Red: Indira Rezkisari
Menteri Hukum dan HAM Supratman Andi Agtas (kanan) dan Menteri Dalam Negeri Tito Karnavian (keempat kanan), bersama Wakil Ketua Badan Legislasi DPR yang juga pimpinan rapat Achmad Baidowi (kedua kanan), dan perwakilan fraksi yang menyetujui RUU melambaikan tangan usai menandatangani naksah persetujuan RUU Pilkada dalam rapat pengambilan keputusan pembahasan RUU Pilkada antara Baleg DPR dengan Pemerintah di Kompleks Parlemen, Senayan, Jakarta, Rabu (21/8/2024). Badan Legislasi DPR mengesahkan Revisi Undang - Undang (RUU) Pilkada dibawa ke rapat Paripurna untuk disahkan menjadi UU, dimana sebanyak delapan Fraksi DPR menyetujui RUU Pilkada dan hanya Fraksi PDI Perjuangan yang tak sependapat RUU tersebut dibawa ke Rapat Paripurna.
Foto: ANTARA FOTO/Indrianto Eko Suwarso
Menteri Hukum dan HAM Supratman Andi Agtas (kanan) dan Menteri Dalam Negeri Tito Karnavian (keempat kanan), bersama Wakil Ketua Badan Legislasi DPR yang juga pimpinan rapat Achmad Baidowi (kedua kanan), dan perwakilan fraksi yang menyetujui RUU melambaikan tangan usai menandatangani naksah persetujuan RUU Pilkada dalam rapat pengambilan keputusan pembahasan RUU Pilkada antara Baleg DPR dengan Pemerintah di Kompleks Parlemen, Senayan, Jakarta, Rabu (21/8/2024). Badan Legislasi DPR mengesahkan Revisi Undang - Undang (RUU) Pilkada dibawa ke rapat Paripurna untuk disahkan menjadi UU, dimana sebanyak delapan Fraksi DPR menyetujui RUU Pilkada dan hanya Fraksi PDI Perjuangan yang tak sependapat RUU tersebut dibawa ke Rapat Paripurna.

REPUBLIKA.CO.ID, JAKARTA -- Ikatan Alumni Fakultas Hukum Universitas Indonesia (ILUNI FHUI) menegaskan pentingnya menjaga supremasi hukum.
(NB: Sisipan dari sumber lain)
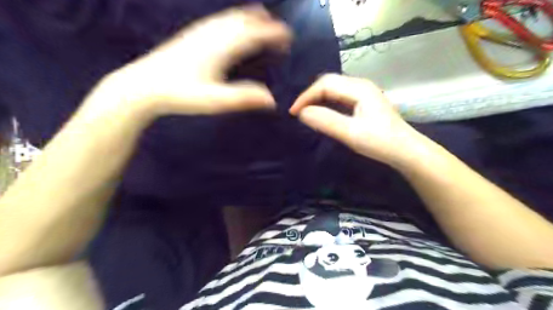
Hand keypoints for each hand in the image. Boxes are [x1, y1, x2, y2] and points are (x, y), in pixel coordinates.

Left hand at [95, 6, 292, 119]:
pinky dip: (234, 20)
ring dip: (250, 18)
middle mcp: (212, 35)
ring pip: (230, 17)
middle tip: (279, 33)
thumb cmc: (180, 94)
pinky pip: (219, 20)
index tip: (288, 36)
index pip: (254, 34)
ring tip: (262, 22)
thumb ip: (243, 98)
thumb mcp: (214, 101)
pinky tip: (232, 26)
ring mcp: (200, 32)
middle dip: (265, 24)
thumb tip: (271, 100)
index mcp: (221, 48)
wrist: (143, 86)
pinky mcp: (191, 35)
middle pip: (244, 20)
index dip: (273, 33)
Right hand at [291, 74, 422, 165]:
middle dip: (310, 96)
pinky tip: (321, 112)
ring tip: (305, 112)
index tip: (293, 113)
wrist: (406, 151)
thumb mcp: (351, 133)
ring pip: (333, 88)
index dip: (306, 97)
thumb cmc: (381, 142)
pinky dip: (326, 102)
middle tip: (297, 112)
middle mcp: (360, 85)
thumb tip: (302, 113)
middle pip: (328, 82)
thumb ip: (326, 121)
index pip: (325, 84)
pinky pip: (339, 96)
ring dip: (317, 98)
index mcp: (359, 88)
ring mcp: (363, 92)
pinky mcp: (363, 101)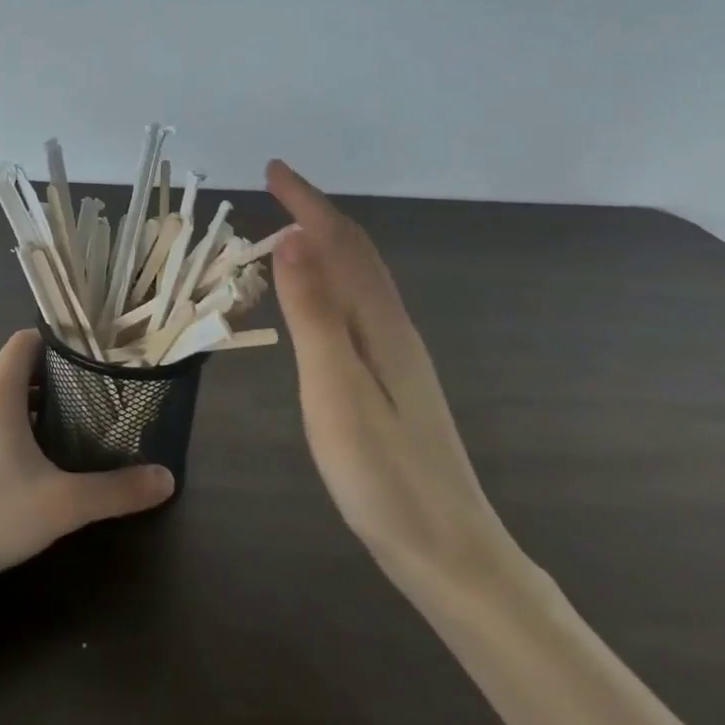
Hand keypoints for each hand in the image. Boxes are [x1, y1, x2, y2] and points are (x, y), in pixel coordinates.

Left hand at [0, 330, 175, 599]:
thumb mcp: (62, 506)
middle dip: (53, 381)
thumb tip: (167, 479)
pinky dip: (3, 425)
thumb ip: (116, 491)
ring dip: (28, 406)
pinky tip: (21, 463)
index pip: (27, 340)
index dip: (60, 345)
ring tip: (64, 432)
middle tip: (90, 402)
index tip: (92, 362)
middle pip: (15, 368)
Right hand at [266, 160, 526, 605]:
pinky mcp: (395, 382)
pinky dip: (333, 281)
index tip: (273, 170)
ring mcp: (399, 357)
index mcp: (381, 325)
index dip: (307, 202)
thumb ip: (314, 315)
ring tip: (289, 233)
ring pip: (360, 280)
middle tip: (276, 191)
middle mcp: (395, 329)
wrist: (451, 554)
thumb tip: (293, 240)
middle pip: (357, 254)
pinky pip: (359, 307)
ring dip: (326, 245)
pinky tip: (320, 301)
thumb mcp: (335, 390)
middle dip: (318, 213)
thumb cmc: (384, 476)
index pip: (342, 243)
Pernyataan ini muncul usai adanya praktik pembegalan demokrasi dan pertunjukan akrobat dalam proses revisi Undang-Undang Pemilihan Kepala Daerah (RUU Pilkada) yang secara spontan bisa disepakati hanya dalam hitungan jam pasca diputuskannya Putusan Mahkamah Konstitusi (MK) No 60/PUU-XXII/2024. ILUNI FUI menilai upaya tersebut merupakan fenomena nyata bagaimana Dewan Perwakilan Rakyat (DPR) dan Pemerintah mencederai sistem hukum nasional.
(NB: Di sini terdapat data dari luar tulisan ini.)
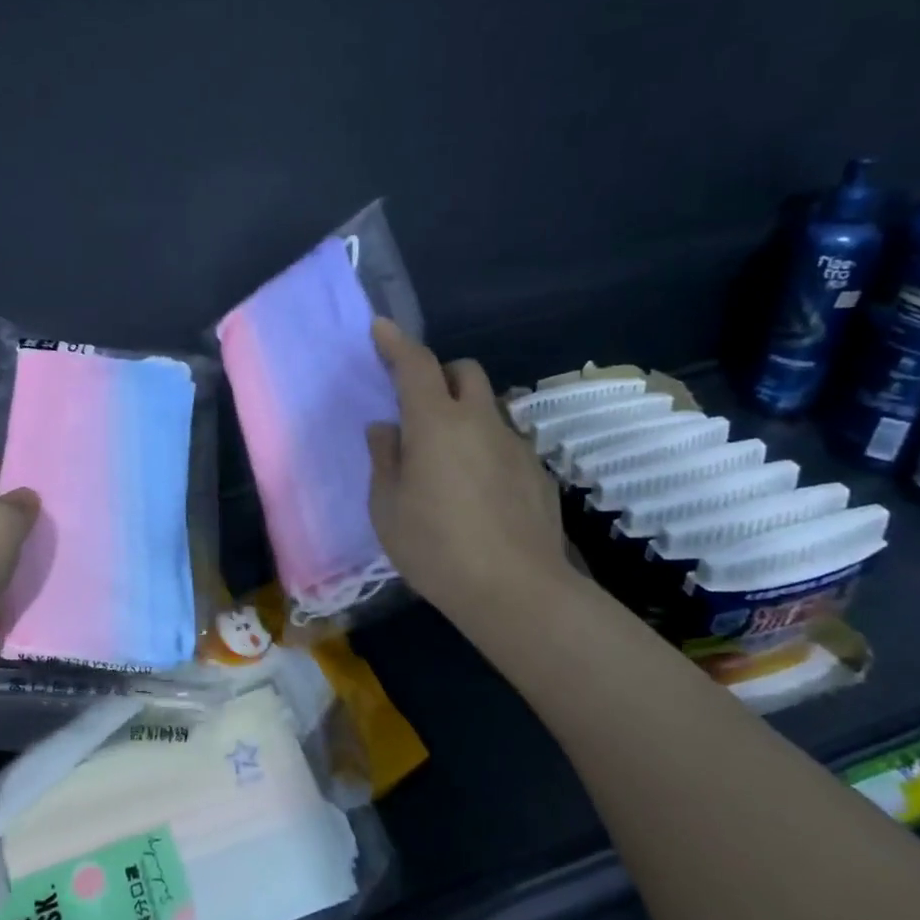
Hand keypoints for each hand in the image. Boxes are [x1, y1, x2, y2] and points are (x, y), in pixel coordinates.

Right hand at [366, 320, 575, 629]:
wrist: (516, 591)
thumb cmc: (435, 547)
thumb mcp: (386, 507)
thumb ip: (385, 459)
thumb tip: (387, 428)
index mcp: (435, 424)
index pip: (415, 365)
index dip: (396, 342)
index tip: (382, 327)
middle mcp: (479, 422)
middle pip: (465, 371)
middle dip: (440, 374)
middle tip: (419, 406)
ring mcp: (516, 445)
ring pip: (489, 407)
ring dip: (466, 413)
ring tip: (449, 458)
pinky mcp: (538, 472)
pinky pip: (507, 442)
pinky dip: (487, 448)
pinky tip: (480, 491)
Ketua Umum ILUNI FHUI Rapin Mudiardjo mengatakan mengajukan protes keras. "Protes yang ILUNI FHUI layangkan ini bukan sekedar ketidakpuasan atas persiapan penyelenggaraan pemilihan kepala daerah. Tetapi ini adalah bentuk kepedulian sekaligus kekhawatiran ILUNI FHUI atas maraknya rangkaian peristiwa yang mengoyak-ngoyak sistem hukum demi kepentingan politik kelompok tertentu," katanya, dikutip dari siaran pers, Kamis (22/8/2024).

Baca Juga

Atas pertimbangan tersebut, ILUNI FHUI menyampaikan beberapa hal yang perlu menjadi perhatian yakni sebagai berikut. Pertama, menuntut DPR dan Pemerintah selaku penyusun revisi UU Pilkada, mengedepankan materi dan norma yang terdapat dalam Putusan MK No 60/PUU-XXII/2024.
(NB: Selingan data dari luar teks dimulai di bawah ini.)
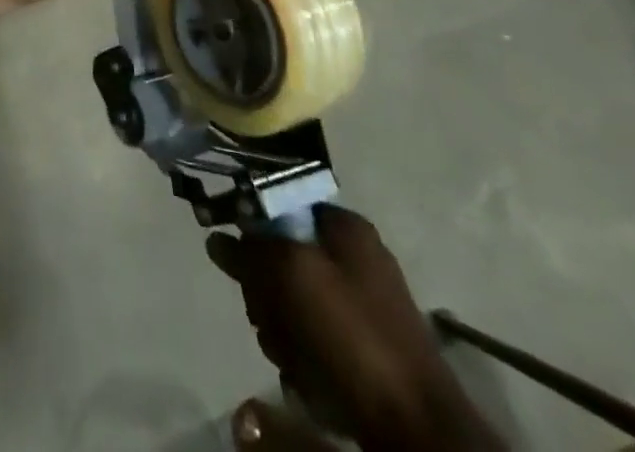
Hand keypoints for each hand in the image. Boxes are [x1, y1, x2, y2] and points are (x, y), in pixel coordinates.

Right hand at [208, 206, 504, 451]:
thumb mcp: (290, 271)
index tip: (241, 261)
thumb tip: (219, 236)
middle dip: (265, 291)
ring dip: (278, 327)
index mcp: (345, 227)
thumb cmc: (351, 334)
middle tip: (268, 315)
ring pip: (290, 300)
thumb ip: (251, 246)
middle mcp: (354, 258)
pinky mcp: (361, 349)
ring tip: (290, 353)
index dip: (253, 231)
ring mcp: (360, 305)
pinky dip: (301, 355)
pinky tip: (305, 375)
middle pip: (280, 256)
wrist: (416, 428)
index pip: (279, 206)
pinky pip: (310, 337)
Kedua, nendesak DPR dan Pemerintah agar tidak lagi melanjutkan pembahasan revisi UU Pilkada yang dilaksanakan secara sembrono demi kepentingan politik golongan tertentu jelang Pilkada 2024. Ketiga, mengimbau seluruh lapisan masyarakat untuk terus mengawal proses revisi UU Pilkada agar selaras dengan norma-norma dalam Putusan MK No 60/PUU-XXII/2024 dengan tetap mengedepankan prinsip ketertiban umum.